Imagine, instead, being able to surface all in-progress activities being performed for a specific contract, or all features planned for a new customer—this is the outcome of software supply chain management—visibility and traceability across the entire lifecycle.
Tools
While your classic manufacturing tooling might consist of die cutting machines and heat treatment ovens, the software supply chain involves a class of tools (variously called ALM tools, life cycle tools, or devops tools) that are used to manage the various stages of software delivery.

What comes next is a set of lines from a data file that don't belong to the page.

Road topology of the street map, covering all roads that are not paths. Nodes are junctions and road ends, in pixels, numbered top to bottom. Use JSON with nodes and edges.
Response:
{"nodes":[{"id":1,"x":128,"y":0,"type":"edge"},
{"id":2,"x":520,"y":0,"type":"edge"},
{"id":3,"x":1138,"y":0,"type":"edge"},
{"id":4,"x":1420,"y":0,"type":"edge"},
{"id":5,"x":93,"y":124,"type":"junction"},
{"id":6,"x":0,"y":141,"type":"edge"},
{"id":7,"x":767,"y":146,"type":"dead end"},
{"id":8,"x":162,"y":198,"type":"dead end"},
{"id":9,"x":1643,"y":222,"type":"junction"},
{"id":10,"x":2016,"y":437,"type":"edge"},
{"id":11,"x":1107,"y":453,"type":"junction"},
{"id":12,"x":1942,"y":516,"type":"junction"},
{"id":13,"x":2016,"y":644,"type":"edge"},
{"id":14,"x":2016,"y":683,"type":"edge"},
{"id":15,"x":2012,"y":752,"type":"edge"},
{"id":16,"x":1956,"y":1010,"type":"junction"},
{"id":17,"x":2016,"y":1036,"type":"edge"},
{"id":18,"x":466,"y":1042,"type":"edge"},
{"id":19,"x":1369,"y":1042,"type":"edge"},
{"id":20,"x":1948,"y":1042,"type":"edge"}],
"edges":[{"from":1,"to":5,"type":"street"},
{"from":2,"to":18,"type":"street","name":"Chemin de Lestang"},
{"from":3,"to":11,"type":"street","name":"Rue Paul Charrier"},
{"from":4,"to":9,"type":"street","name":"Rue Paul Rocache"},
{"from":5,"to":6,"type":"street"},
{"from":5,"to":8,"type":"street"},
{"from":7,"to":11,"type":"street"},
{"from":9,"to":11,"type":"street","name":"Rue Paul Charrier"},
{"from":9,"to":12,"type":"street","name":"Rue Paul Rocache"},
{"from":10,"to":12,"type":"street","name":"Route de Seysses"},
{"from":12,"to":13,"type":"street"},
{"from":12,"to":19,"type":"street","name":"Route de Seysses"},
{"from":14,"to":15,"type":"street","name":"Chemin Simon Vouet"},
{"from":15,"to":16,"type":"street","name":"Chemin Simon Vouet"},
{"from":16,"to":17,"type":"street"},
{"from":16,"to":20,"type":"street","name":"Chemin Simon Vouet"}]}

The strategy for managing these tools is very different from the classic approach because the technical and intellectual investment in software development tools is huge and highly impactful. This type of tool is also quickly evolving and highly fragmented—the Jenkins of today will be the Hudson of yesteryear. An organization needs to be positioned to have a resilient yet modular tool stack, one that provides teams with what they need, while retaining the flexibility to adapt.
Furthermore, the tool chain cannot be disconnected—it needs to be flowing information back upstream and downstream across the value chain to get knowledge where it is needed. It is critical to examine this area from an integration standpoint as well—how can you connect the activities at a given layer to the surrounding and supporting supply chain management activities?
Conclusion
Business has historically separated technology management from the revenue-generating lines of business, treating it as a set of support activities driven by values and objectives aligned with the delivery of services. In a software-defined world, however, that business model no longer fits.
Software delivery capability has moved out of the classically-defined support space and has come to define all primary revenue-generating activities.
You therefore need to rethink your model as a production system and move towards one that captures the complexity relationships across value stream activities. The supply chain embodies that thinking, and as the production of software products evolved we will surely see this model mature.